WHAT IS BEING ASKED: In your copy, include every entry exactly as written but no pictures.

PROVIDED ENTRIES:
★ ★ ★
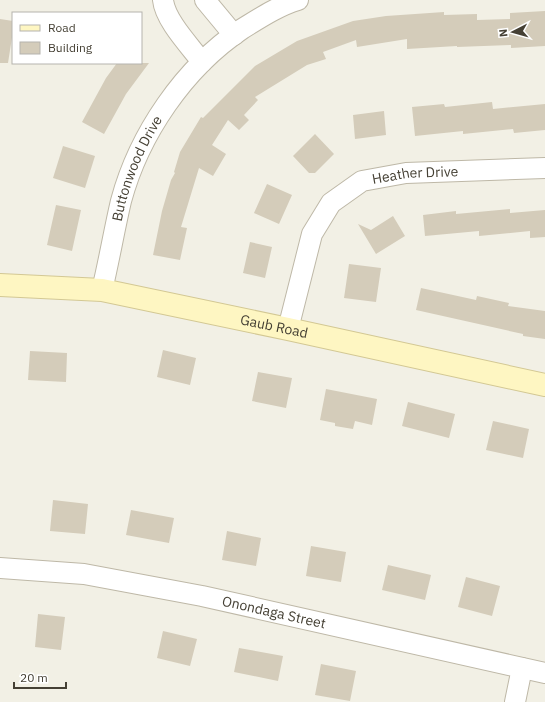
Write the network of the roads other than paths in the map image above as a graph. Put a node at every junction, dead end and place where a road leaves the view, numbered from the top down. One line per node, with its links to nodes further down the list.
1 (163, 0): 5 (street)
2 (205, 0): 4 (street)
3 (298, 0): 4 (street, Buttonwood Drive)
4 (234, 35): 5 (street, Buttonwood Drive)
5 (202, 62): 8 (street, Buttonwood Drive)
6 (545, 168): 9 (street, Heather Drive)
7 (0, 285): 8 (street, Gaub Road)
8 (102, 290): 9 (street, Gaub Road)
9 (288, 329): 10 (street, Gaub Road)
10 (545, 385)
11 (0, 568): 12 (street, Onondaga Street)
12 (522, 668): 13 (street, Onondaga Street); 14 (street)
13 (545, 673)
14 (515, 702)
★ ★ ★
REPLY:
Write the network of the roads other than paths in the map image above as a graph. Put a node at every junction, dead end and place where a road leaves the view, numbered from the top down. One line per node, with its links to nodes further down the list.
1 (163, 0): 5 (street)
2 (205, 0): 4 (street)
3 (298, 0): 4 (street, Buttonwood Drive)
4 (234, 35): 5 (street, Buttonwood Drive)
5 (202, 62): 8 (street, Buttonwood Drive)
6 (545, 168): 9 (street, Heather Drive)
7 (0, 285): 8 (street, Gaub Road)
8 (102, 290): 9 (street, Gaub Road)
9 (288, 329): 10 (street, Gaub Road)
10 (545, 385)
11 (0, 568): 12 (street, Onondaga Street)
12 (522, 668): 13 (street, Onondaga Street); 14 (street)
13 (545, 673)
14 (515, 702)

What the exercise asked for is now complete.